John GERMAN grew to manhood on his father's farm near Zanesville, Ohio, and there married Cassandra SMITH, a native of Ohio. In 1831 they moved to Putnam county, Illinois, and settled near Magnolia. After a year he went back to Ohio, but returning to Putnam county for a time, rented farms in Magnolia township. They were the parents of eight children: Samuel, who left home many years ago, and was never afterward heard from; Moses, who lives in Iowa; Rachel, wife of Calvin SHIELDS, of Putnam county, Illinois; Susan, who first married Henry HANNUM, and on his death married Thomas JOHNSON, now lives in Henry, Illinois; Elizabeth, now the wife of Y. A. GLENN, of Putnam county; Gilla, who married Daniel HARNEY, both of whom are now deceased; William H., our subject, and Maria, who died at the age of sixteen years. The mother of these children dying, the father married Elizabeth MORRIS, who is now deceased, and by this marriage were three children - Joseph, now living in Iowa; Eleanor, now the wife of T. W. STONER, of Hopewell township, and Melissa, now the wife of William FETTER, residing in Iowa. John GERMAN was for many years a class leader in the Methodist Episcopal church, and died in the faith. He was a soldier in the Black Hawk war.

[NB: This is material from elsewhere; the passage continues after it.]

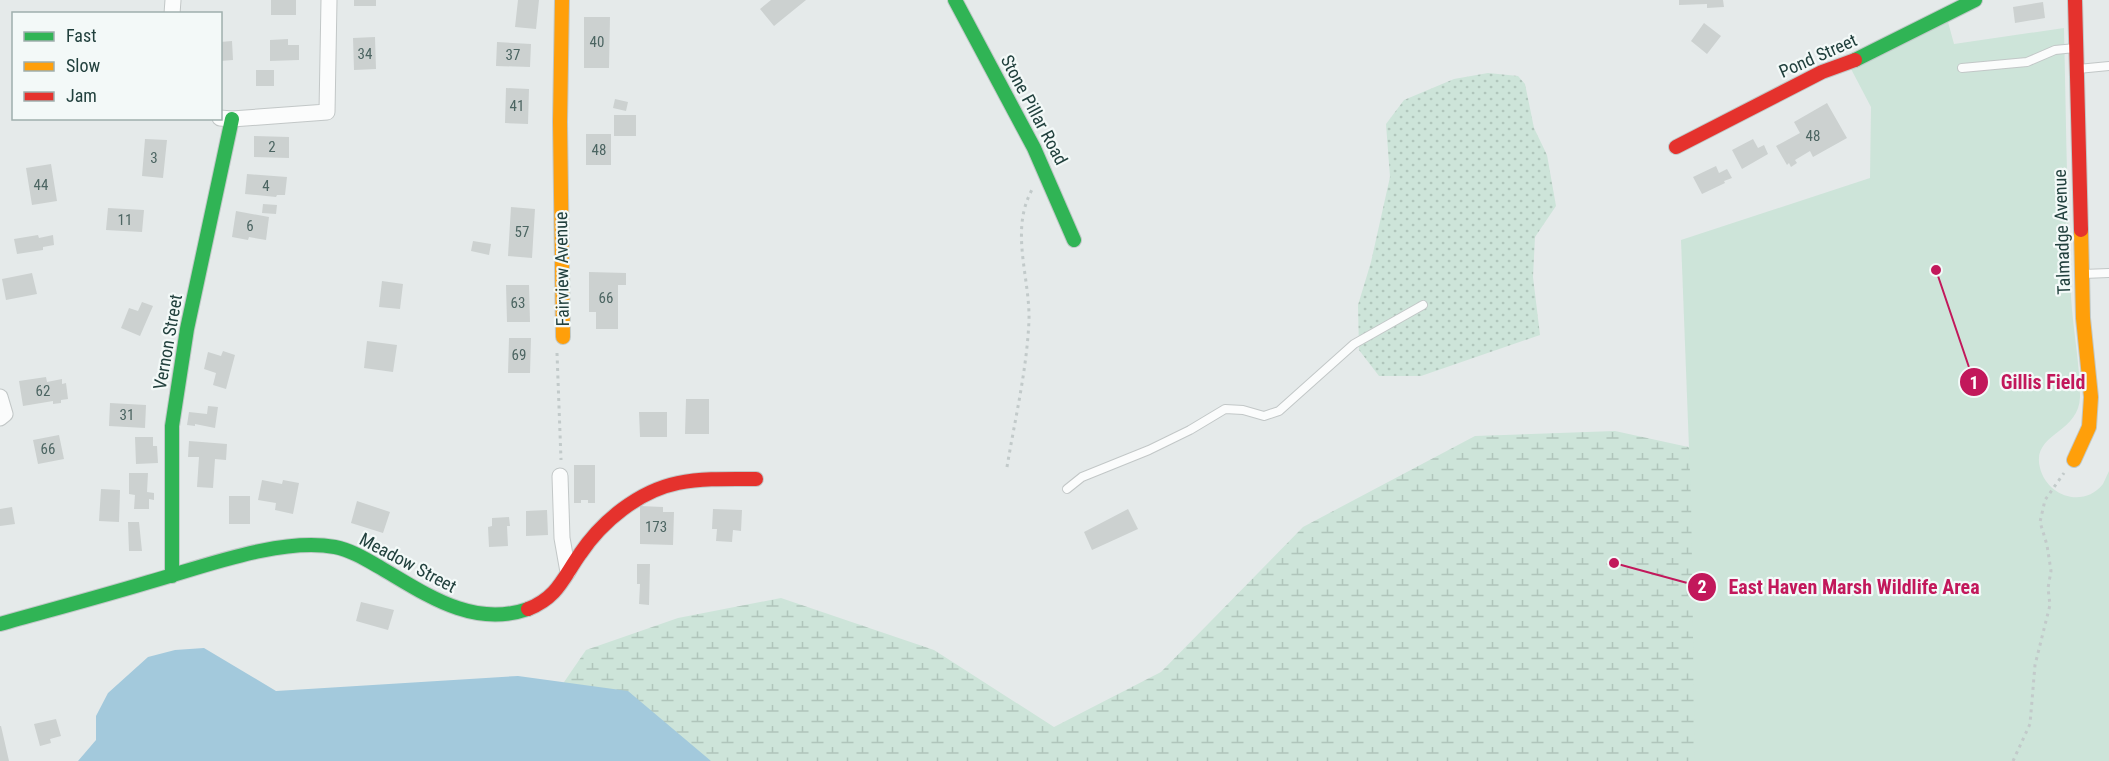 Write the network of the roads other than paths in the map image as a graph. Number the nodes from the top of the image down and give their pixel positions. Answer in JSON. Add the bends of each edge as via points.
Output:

The subject of this sketch was born March 12, 1840, on Ox Bow Prairie, near Magnolia, Putnam county, Illinois, and there grew to manhood. His father being in limited circumstances, was unable to give him the education he desired and therefore his school days were but few in number and he may be said to be a self-educated man. In August, 1862, he enlisted in Company B, seventy-seventh Illinois volunteer infantry, and went with his regiment to the front. After a short term of service he was taken sick with the measles at Covington, Kentucky, and lost his voice for a period of three months, for which cause he was honorably discharged.

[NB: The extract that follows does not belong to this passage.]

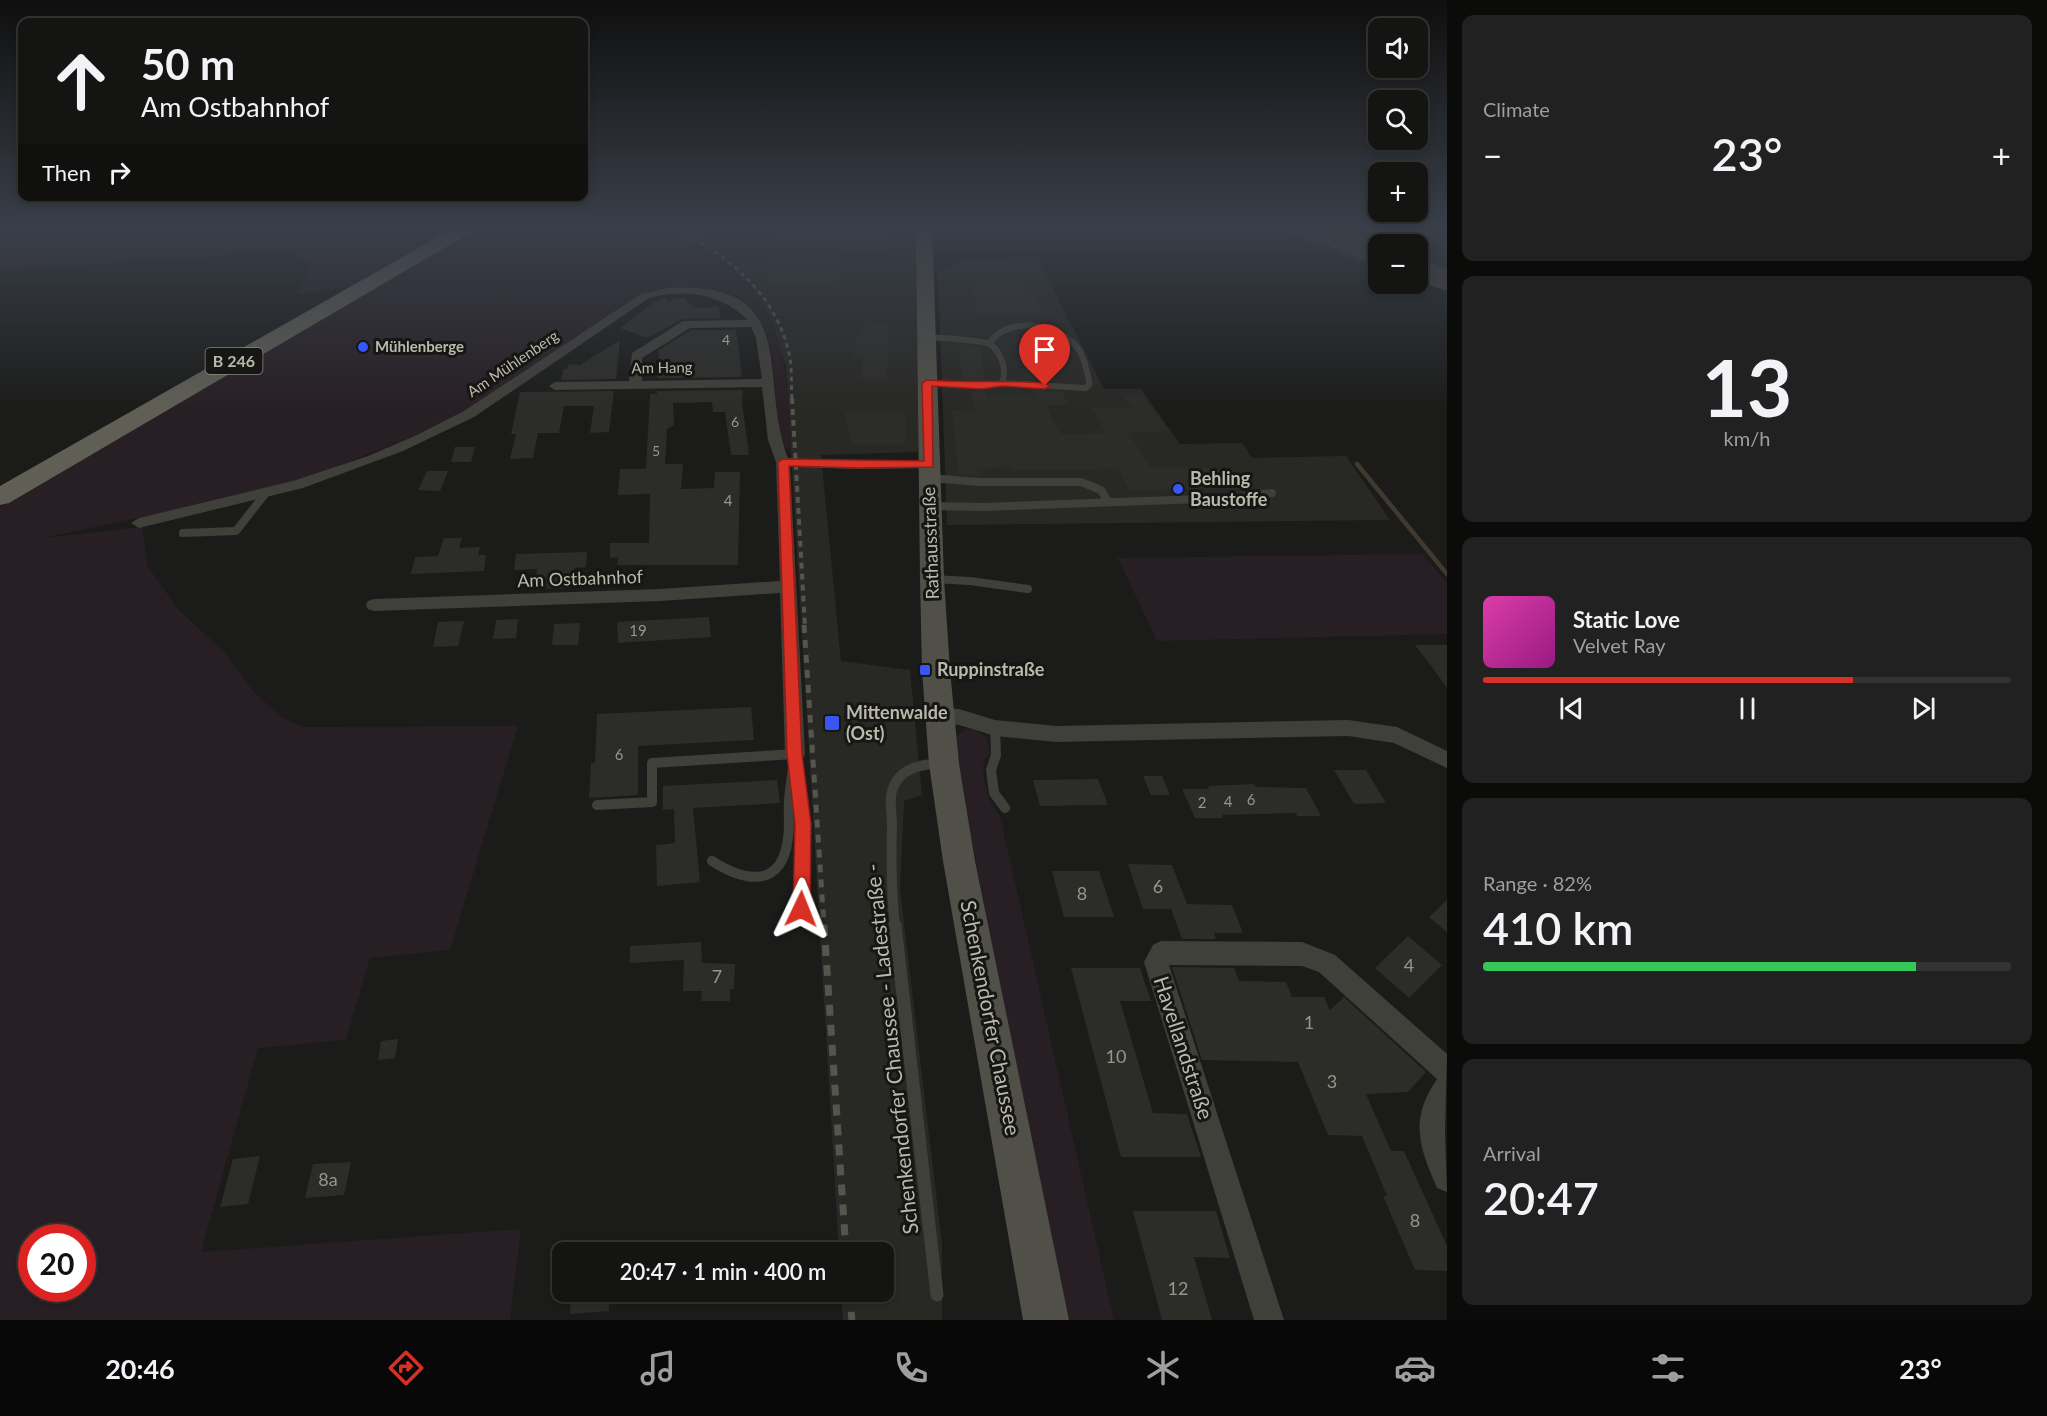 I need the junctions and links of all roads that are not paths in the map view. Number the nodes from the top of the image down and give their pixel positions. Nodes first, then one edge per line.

Returning home, Mr. GERMAN resumed his occupation of farming, and November 12, 1863, married Miss Ada E. STEWART, a native of Hennepin, Illinois, and a daughter of John E. and Sophia H. (CHAPLIN) STEWART, the former a native of Ohio, born in 1814, and the latter of North Carolina, born in 1817. John E. STEWART was a son of John I. STEWART, who came from Scotland. His father was a well educated man, a surveyor by profession, and served as a soldier in the war of 1812. The father of Mrs. GERMAN came to Hennepin in 1832, and there engaged in his trade of tailoring, in which line he continued until 1845, then removed to a farm. Mr. and Mrs. STEWART were the parents of eight children, seven of whom grew to maturity - Mary Jane, now the wife of I. A. GLENN, of Putnam county; Nancy W., now the wife of E. S. FOSTER, living in La Salle county, Illinois; Mrs. GERMAN; Lucinda W., now the wife of John McCLOSKEY, living in Roberts township, Marshall county; Kelp S., who married Rosa Belle GRAVES, now deceased, lives in Washington county, Kansas; Elizabeth Frances, who is now deceased and Ellen, now the wife of W. A. STONER, of Englewood, Illinois. Mrs. STEWART, who was a member of the Baptist church, died April 8, 1892. Mr. STEWART resided in La Salle county, Illinois, up to the date of his death, which occurred January 30, 1896.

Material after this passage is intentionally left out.